Par ailleurs, il faut noter que l'accès aux soins des personnes éligibles à l'AME est également associé à des discriminations relevées notamment par le Défenseur des droits. En 2018, il avait ainsi constaté un encadrement légal insuffisant du fonctionnement des plateformes de rendez-vous médical en ligne qui pouvaient comporter des mentions discriminatoires indiquant que les bénéficiaires de l'AME n'étaient pas acceptés.
En 2022, une équipe de recherche de l'Institut des politiques publiques (IPP) a mené une étude sur les refus de soins opposés aux bénéficiaires de la complémentaire santé solidaire (C2S) et de l'AME31(*). Cette étude s'appuie sur un testing téléphonique pour lequel 34 000 appels ont été passés entre mars et septembre 2022 auprès de plus de 3 000 praticiens. Si les chances d'obtenir un rendez-vous médical pour les bénéficiaires de la C2S sont proches de celles des patients de référence, en revanche les bénéficiaires de l'AME doivent passer en moyenne 1,3 appel de plus que les patients de référence pour obtenir un rendez-vous médical. Par rapport aux patients de référence, les bénéficiaires de l'AME ont entre 14 % et 36 % de chances en moins d'avoir un rendez-vous chez un généraliste, entre 19 % et 37 % de chances en moins chez un ophtalmologue et entre 5 % et 27 % chez un pédiatre.
Une procédure applicable aux refus de soins discriminatoires a été définie par le décret du 2 octobre 202032(*). En 2023, 281 plaintes pour refus de soins discriminatoires ont été déposées auprès d'une caisse d'assurance maladie ou du conseil départemental d'un ordre. Dans près de deux tiers des cas, les plaintes sont déposées par des patients bénéficiaires de la complémentaire santé solidaire (152 plaintes) ou de l'aide médicale de l'Etat (26 plaintes).
La discrimination à l'égard des bénéficiaires de l'AME en médecine de ville implique un report des soins vers l'hôpital, qui reviennent alors à un coût supérieur pour l'État.
* 28 L'aide médicale de l'État : diagnostic et propositions.
* 29 Le recours à l'Aide médicale de l'État des personnes en situation irrégulière en France : premiers enseignements de l'enquête Premiers pas, Questions d'économie de la santé n° 245, novembre 2019, IRDES.
* 30 Rapport 2023 de l'observatoire de l'accès aux droits et aux soins, 18 octobre 2023, Médecins du monde.
* 31 Les refus de soins opposés aux bénéficiaires opposés aux bénéficiaires de la complémentaire santé solidaire et de l'aide médicale de l'État, Institut des études politiques, mai 2023.
* 32 Décret n° 2020-1215 du 2 octobre 2020 relatif à la procédure applicable aux refus de soins discriminatoires et aux dépassements d'honoraires abusifs ou illégaux.
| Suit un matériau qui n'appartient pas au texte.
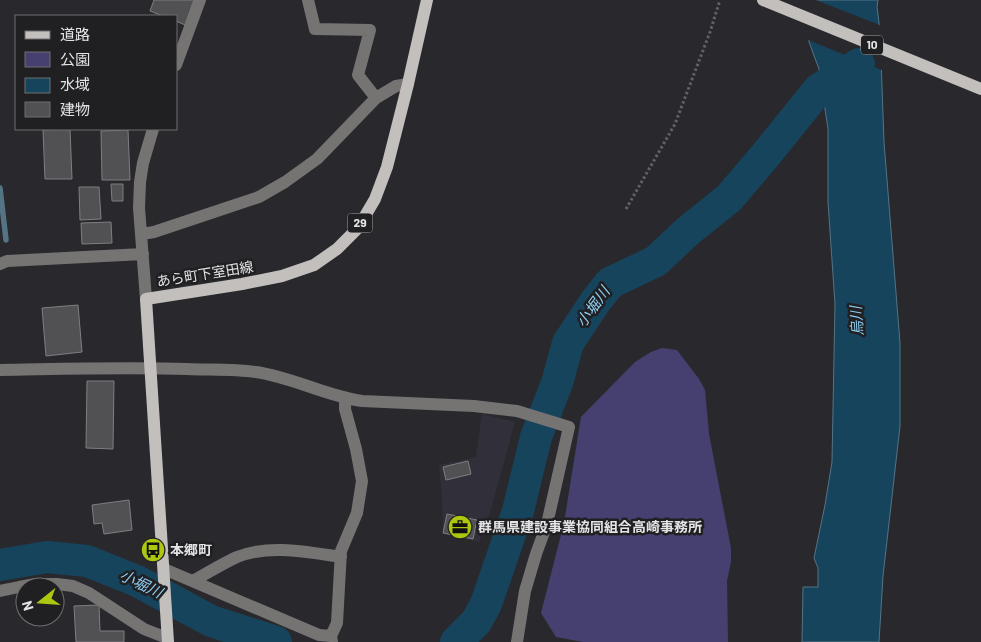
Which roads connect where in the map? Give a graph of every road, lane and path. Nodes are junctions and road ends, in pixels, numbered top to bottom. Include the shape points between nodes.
1 (200, 0) edge
2 (308, 0) edge
3 (427, 0) edge
4 (720, 0) edge
5 (763, 0) edge
6 (178, 60) edge
7 (408, 84) junction
8 (981, 89) edge
9 (376, 98) junction
10 (153, 130) edge
11 (626, 209) dead end
12 (142, 234) junction
13 (143, 254) junction
14 (0, 264) edge
15 (146, 299) junction
16 (150, 368) junction
17 (0, 370) edge
18 (345, 399) junction
19 (341, 557) junction
20 (164, 574) junction
21 (193, 581) junction
22 (0, 591) edge
23 (167, 636) edge
24 (332, 639) edge
25 (517, 642) edge

1 - 6 street
2 - 9 street via 316,29 370,30 358,75
3 - 7 main road, あら町下室田線 / 29
4 - 11 path via 675,124
5 - 8 main road, 10
7 - 9 street via 396,86
7 - 15 main road, あら町下室田線 / 29 via 387,167 375,200 358,228 337,249 314,265 282,276
9 - 12 street via 317,159 265,194
10 - 12 street via 140,182
12 - 13 street
13 - 14 street via 7,261
13 - 15 street
15 - 16 main road, あら町下室田線
16 - 17 street
16 - 18 street via 256,372
16 - 20 main road, あら町下室田線
18 - 19 street via 362,481 357,514
18 - 25 street via 517,411 569,427 547,524 525,591
19 - 21 street via 294,550 264,551 238,557
19 - 24 street via 337,623
20 - 21 street
20 - 23 main road, あら町下室田線
21 - 24 street
22 - 23 street via 36,584 74,586 144,629

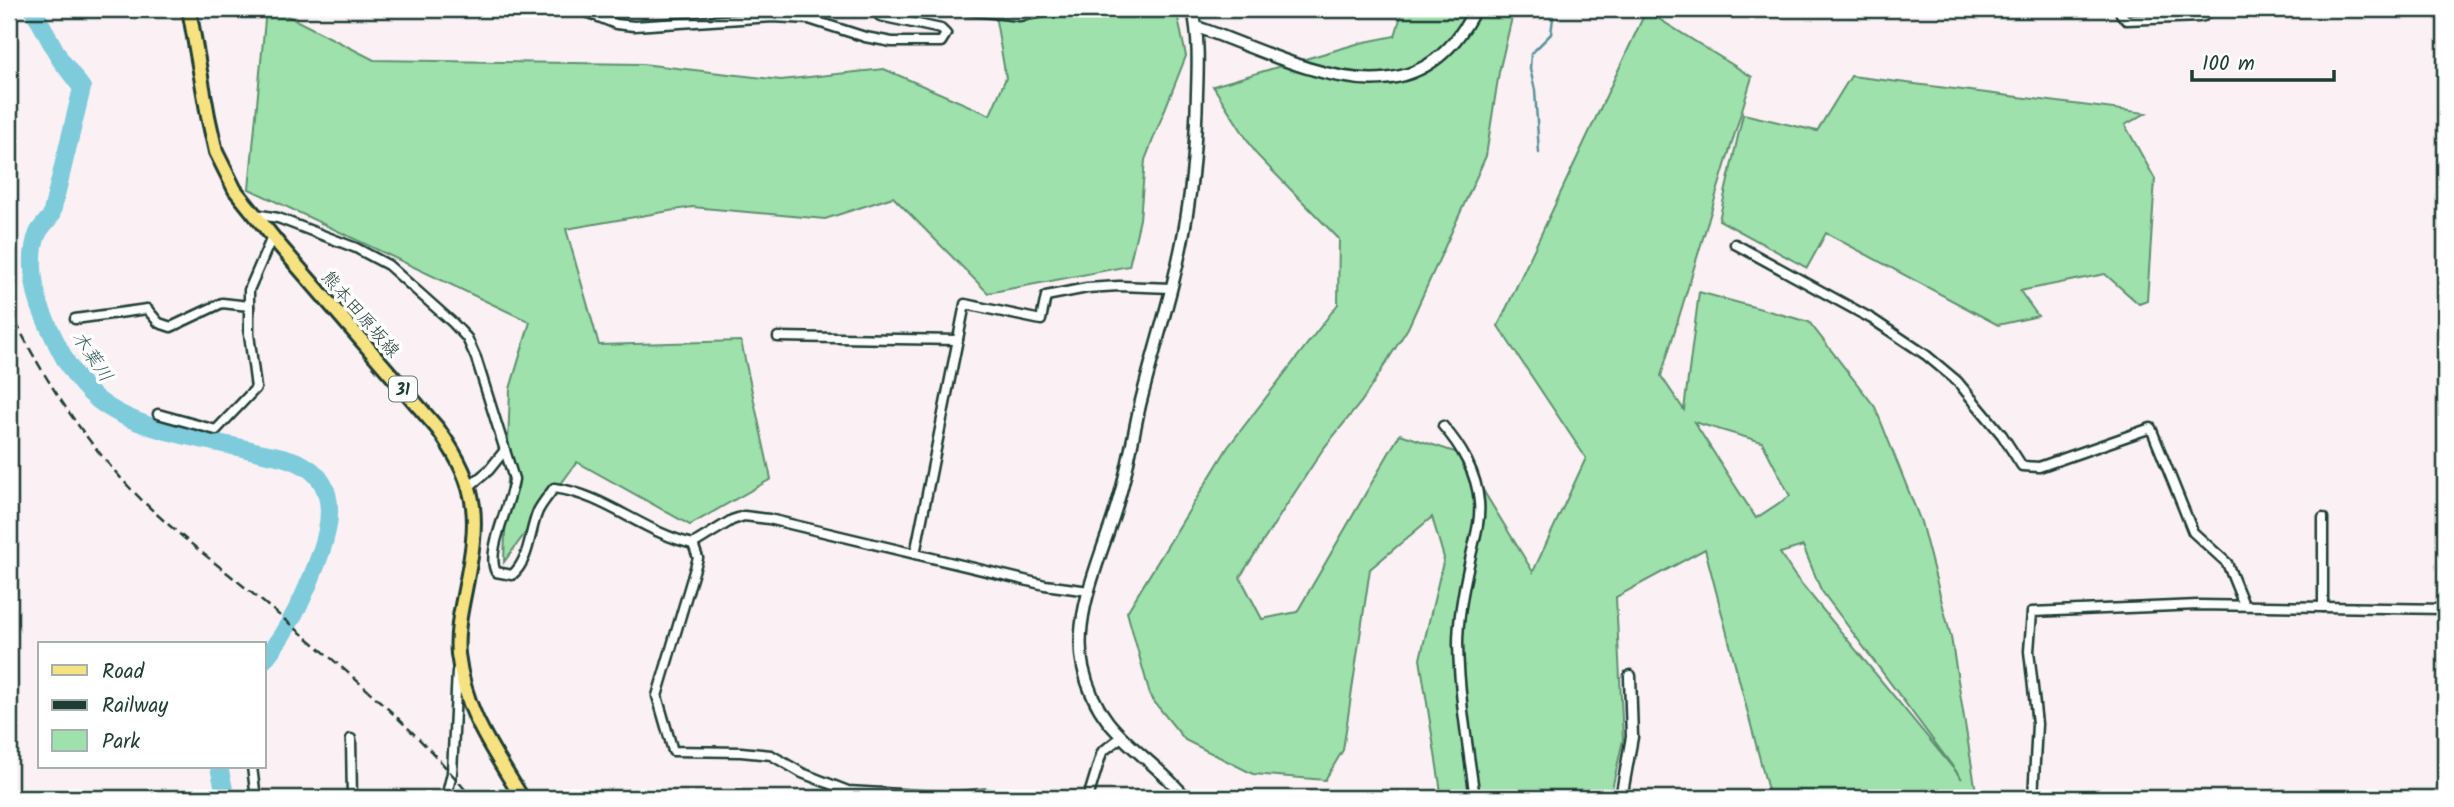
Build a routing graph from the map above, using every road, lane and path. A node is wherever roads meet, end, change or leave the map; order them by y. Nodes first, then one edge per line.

Depuis 2021, en cas de refus de soins discriminatoire, le patient peut saisir sa caisse d'assurance maladie ou le conseil local de l'ordre, dont dépend le professionnel de santé mis en cause, ce qui conduit à l'organisation d'une conciliation devant une commission associant des représentants de l'ordre et des représentants de la caisse d'assurance maladie. En cas d'échec de la conciliation ou en cas de récidive, le litige est susceptible de donner lieu à une procédure disciplinaire à l'encontre du professionnel de santé concerné, voire à une sanction financière par l'assurance maladie obligatoire en cas de carence de l'ordre.